◆ **RECORD EXCERPTS**

——

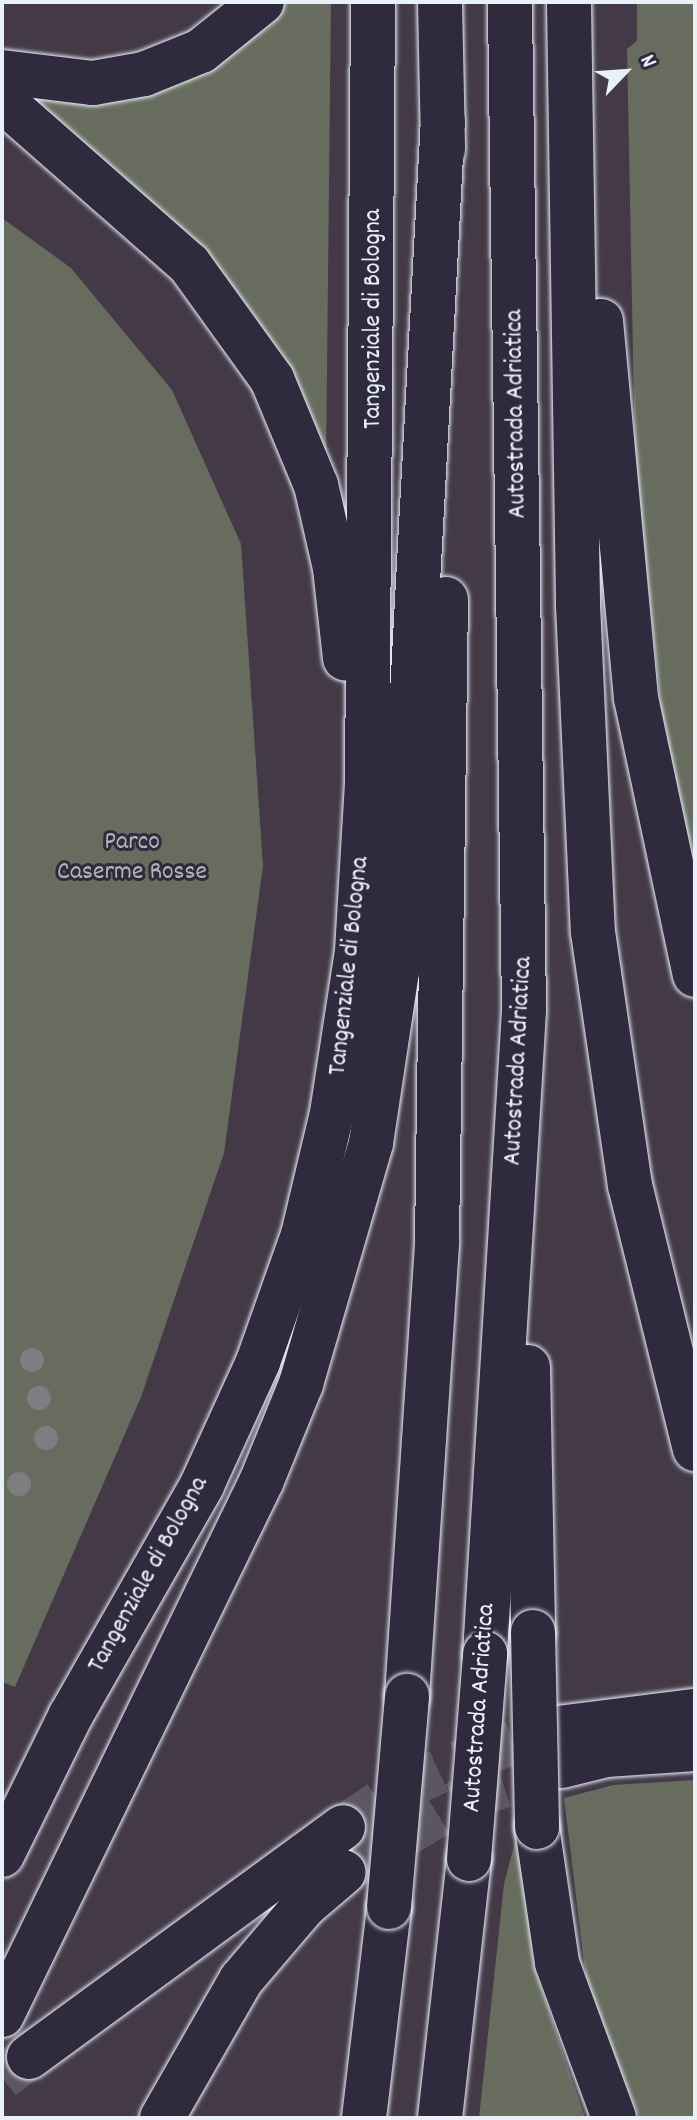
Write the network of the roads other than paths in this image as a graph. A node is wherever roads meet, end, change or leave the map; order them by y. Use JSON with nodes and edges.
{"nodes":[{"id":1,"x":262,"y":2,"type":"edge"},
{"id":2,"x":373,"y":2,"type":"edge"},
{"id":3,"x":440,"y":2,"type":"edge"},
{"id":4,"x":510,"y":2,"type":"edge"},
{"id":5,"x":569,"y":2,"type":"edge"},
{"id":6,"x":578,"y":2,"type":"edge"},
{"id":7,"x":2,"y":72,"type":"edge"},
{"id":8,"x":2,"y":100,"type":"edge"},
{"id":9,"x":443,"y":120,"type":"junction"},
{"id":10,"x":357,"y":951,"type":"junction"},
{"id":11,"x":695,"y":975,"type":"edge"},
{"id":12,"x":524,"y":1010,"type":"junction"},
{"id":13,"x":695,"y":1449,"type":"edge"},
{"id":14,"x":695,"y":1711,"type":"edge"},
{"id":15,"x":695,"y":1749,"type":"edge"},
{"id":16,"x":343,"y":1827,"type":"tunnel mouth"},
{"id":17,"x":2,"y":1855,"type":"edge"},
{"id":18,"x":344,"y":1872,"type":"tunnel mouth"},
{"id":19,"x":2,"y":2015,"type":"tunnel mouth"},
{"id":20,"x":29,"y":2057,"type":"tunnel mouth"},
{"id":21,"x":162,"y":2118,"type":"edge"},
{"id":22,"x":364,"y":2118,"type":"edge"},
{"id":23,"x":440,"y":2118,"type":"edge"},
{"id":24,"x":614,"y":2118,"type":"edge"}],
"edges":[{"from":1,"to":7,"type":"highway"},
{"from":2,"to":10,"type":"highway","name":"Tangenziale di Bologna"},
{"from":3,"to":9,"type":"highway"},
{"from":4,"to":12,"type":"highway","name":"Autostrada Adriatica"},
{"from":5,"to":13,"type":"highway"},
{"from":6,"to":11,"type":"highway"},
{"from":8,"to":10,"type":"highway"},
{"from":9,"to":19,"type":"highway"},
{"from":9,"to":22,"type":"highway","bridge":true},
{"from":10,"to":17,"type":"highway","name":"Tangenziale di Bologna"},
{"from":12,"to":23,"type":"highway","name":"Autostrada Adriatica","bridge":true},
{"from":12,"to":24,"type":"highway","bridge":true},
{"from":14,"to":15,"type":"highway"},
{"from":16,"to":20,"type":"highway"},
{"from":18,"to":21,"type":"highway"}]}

——

◆ **WORK INSTRUCTIONS**
Show every line of the material above in which "Bologna" is present.

◆ **THE ANSWER**
{"from":2,"to":10,"type":"highway","name":"Tangenziale di Bologna"},
{"from":10,"to":17,"type":"highway","name":"Tangenziale di Bologna"},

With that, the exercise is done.